*DATA RECORDS*
- Opening Delimiter -

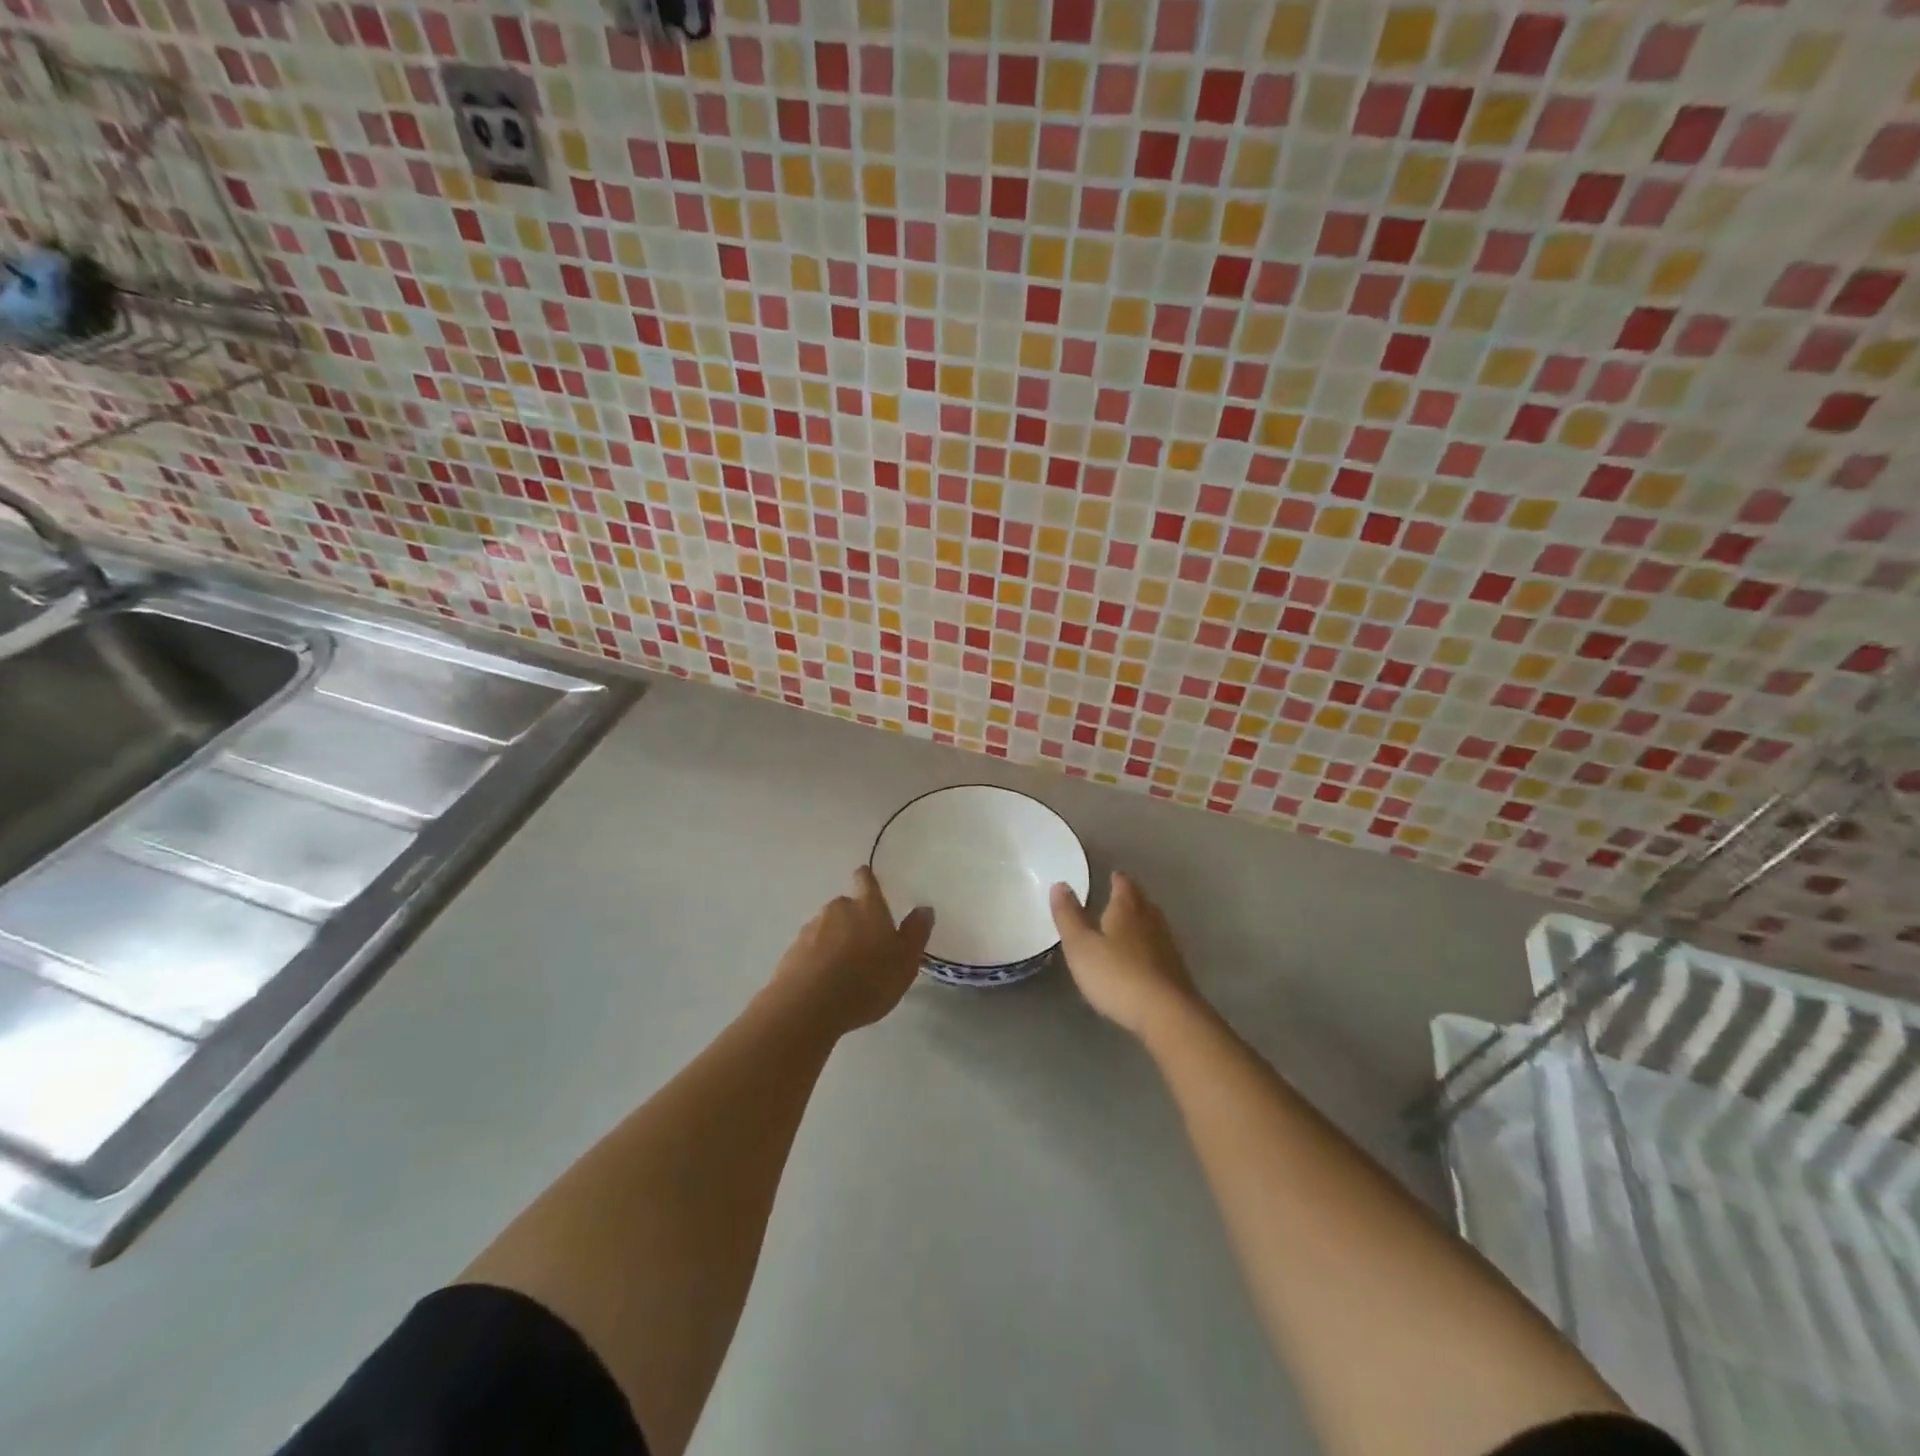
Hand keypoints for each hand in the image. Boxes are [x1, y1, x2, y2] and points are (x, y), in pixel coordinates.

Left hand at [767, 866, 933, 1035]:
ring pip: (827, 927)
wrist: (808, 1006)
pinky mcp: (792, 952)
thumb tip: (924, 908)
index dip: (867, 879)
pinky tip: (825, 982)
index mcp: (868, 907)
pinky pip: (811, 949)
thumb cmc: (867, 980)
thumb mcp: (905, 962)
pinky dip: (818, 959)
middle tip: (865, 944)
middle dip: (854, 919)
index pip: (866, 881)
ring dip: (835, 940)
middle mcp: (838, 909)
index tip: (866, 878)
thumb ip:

- Closing Delimiter -
- Opening Delimiter -

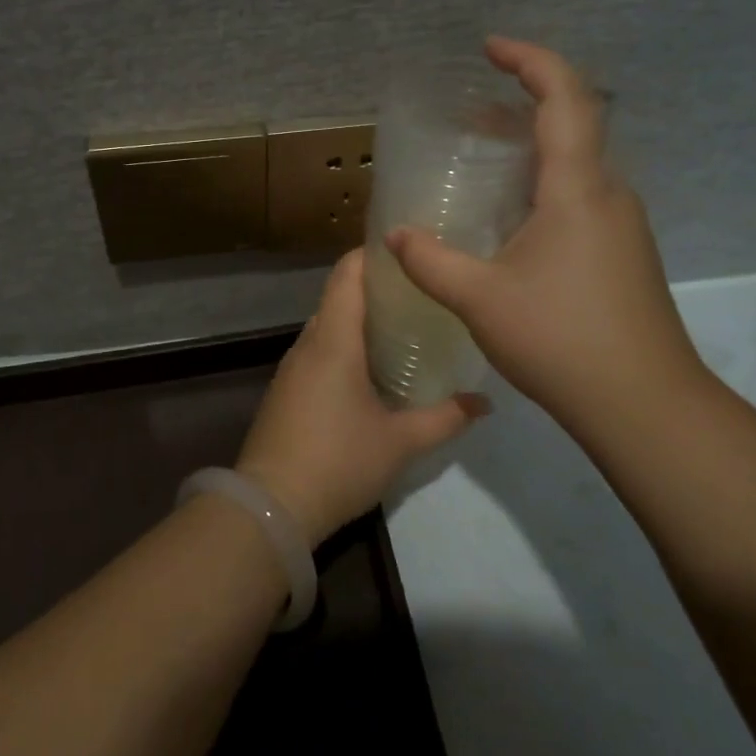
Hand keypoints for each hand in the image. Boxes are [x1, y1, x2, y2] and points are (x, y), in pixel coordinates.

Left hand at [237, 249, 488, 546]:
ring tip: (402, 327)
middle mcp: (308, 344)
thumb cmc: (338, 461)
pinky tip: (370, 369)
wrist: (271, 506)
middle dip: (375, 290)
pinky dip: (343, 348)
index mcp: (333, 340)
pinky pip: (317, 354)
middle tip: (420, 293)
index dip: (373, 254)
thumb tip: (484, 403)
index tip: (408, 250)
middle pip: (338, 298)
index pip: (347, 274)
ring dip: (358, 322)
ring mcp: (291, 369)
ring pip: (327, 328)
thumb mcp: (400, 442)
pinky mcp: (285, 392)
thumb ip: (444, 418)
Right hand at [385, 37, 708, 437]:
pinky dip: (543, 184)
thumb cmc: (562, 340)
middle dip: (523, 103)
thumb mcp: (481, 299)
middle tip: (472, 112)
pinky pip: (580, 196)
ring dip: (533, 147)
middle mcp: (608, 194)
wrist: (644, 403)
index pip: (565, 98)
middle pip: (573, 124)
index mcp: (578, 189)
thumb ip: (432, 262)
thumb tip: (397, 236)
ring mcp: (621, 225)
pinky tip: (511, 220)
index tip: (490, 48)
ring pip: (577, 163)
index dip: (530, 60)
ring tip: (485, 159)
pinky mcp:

- Closing Delimiter -

*WHAT YOU NEED TO DO*
Report how many lines above include "ring". Nothing else.

*ANSWER TO THE PROBLEM*
10